At the end of the relationship I was told I still owed him sex, and I was choked again, while he screamed at me that I was all take. I thought I was going to die. I somehow struggled away. I felt there was no escape and when I finally told my Mum the police were involved immediately. Yet I still felt guilt about even going to the police, and insisted I didn’t want to press charges, because I thought this would make me an unkind person, and that I stilled owed it to him. I thought that people I trusted knowing what he had done and the reality of the situation being taken into police hands would be enough.

Instead, after receiving support in my first couple of days of being in shock, friends told me there were “two sides of a story”, that they were “staying neutral” and that they “didn’t get why I stayed in the first place”. The situation was “hard for both of us” and what happened was “only bad on paper” given friends related more to a tough family life, rather than being sexually assaulted and feeling your own life at risk, not that anyone asked me about my family life. If I were to express how degraded and scared I was about him being welcomed back into the same social environment with open arms I was told I was being difficult, blunt and unappreciative of what had already been done for me just by keeping him away from me instead of calling the police. We were “treated equally” in social situations, even though friends knew this really meant I couldn’t make myself stay. No one could emphasize that being nice was not the same thing as being kind. Few people came to speak to me, as if trauma was a disease that could be caught, instead choosing to ask him what had happened, giving him the benefit of the doubt as he continued somehow to play it cool, and at times vulnerable – a feeling the shock took me to long to process and externalize – making people doubt me even more. As time went on, I no longer felt part of my old group of peers, as more and more friends told me they no longer felt comfortable around me anymore, or that they couldn’t believe I had told the whole truth, betraying someone I loved like that. Even if other people had their own problems to deal with, keeping life ticking over the same as before was clearly prioritized, even if this made me feel disposable.
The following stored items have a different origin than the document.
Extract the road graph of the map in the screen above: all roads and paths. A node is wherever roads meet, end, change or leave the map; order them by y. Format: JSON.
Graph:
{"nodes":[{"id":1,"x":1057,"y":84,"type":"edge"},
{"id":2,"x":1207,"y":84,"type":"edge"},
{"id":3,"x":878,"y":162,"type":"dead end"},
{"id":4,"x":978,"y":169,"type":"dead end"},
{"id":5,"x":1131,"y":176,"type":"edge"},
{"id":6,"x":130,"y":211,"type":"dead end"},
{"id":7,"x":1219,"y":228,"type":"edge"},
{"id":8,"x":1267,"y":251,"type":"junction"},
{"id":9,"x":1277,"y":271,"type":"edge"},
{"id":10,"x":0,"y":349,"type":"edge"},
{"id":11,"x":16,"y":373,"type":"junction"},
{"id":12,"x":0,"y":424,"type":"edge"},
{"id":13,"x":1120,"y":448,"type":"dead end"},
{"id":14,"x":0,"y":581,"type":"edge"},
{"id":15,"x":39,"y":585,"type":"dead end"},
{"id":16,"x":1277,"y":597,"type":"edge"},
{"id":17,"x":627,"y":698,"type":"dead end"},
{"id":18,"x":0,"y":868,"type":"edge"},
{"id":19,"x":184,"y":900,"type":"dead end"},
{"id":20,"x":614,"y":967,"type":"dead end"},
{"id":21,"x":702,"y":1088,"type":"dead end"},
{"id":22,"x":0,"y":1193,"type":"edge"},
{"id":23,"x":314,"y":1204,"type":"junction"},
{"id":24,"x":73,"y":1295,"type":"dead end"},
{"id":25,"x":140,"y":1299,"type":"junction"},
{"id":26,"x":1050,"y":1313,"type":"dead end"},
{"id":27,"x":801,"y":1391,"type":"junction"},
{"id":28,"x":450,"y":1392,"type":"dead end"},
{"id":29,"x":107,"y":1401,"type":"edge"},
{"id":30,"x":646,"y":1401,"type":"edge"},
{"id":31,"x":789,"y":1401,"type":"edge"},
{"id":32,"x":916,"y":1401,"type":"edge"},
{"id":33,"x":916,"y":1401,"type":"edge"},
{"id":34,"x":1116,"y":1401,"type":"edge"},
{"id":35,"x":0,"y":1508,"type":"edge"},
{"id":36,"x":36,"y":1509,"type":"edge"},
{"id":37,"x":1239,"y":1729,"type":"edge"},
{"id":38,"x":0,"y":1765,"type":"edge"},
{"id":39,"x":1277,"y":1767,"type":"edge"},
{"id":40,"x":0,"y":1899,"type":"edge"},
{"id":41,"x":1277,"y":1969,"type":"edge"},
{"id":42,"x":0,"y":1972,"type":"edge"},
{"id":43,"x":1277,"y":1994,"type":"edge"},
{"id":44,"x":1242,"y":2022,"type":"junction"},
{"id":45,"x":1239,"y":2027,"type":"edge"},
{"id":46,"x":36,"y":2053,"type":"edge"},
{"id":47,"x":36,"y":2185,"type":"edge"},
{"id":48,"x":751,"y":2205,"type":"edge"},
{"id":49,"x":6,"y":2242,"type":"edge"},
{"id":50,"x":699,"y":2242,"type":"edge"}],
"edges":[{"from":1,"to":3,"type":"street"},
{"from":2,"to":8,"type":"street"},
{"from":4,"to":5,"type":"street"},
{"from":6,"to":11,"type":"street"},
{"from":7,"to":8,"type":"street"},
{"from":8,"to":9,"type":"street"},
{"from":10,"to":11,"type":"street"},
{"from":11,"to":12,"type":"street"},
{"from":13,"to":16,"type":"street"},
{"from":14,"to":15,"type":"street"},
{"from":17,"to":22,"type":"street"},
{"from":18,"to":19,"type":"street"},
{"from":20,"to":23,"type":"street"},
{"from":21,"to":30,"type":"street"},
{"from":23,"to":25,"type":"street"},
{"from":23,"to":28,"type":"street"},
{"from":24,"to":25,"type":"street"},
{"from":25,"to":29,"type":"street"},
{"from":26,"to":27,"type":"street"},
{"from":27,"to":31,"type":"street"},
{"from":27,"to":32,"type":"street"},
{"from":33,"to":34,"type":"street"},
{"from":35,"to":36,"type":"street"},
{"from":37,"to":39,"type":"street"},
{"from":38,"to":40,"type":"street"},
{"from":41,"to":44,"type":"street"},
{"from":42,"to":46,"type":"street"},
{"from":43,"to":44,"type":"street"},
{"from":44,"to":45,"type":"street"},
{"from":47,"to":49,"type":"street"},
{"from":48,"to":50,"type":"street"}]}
Only when I accepted that I had to fully detach myself, and spent time with those who are willing to stick up for me, have I come to realize that although it takes two for an unhealthy relationship to develop, in no way was how I was treated and the response I received fair, normal or deserved. I wish what I experienced wasn’t so hauntingly comparable to other people’s stories of abuse. Why is it simply seen as looking after one’s mental health when boys 100% look out for each other whatever they have done, when women feel it is taking sides to do the same? Why is the benefit of the doubt and the way men always seem to get away with treating women when they know no one is looking, and the fear of the social isolation that so often happens to women when they do speak out, so unrecognized as male privilege in this day and age? One day I might recover from the trauma. But what scares me most is the prevalent attitude among close-knit communities that enables men to think that physically degrading another human being in a way they wouldn’t do to someone of the same sex is not a big deal, that it can be forgiven in a short space of time, and how nothing is done to prevent it from happening again to someone else in the future.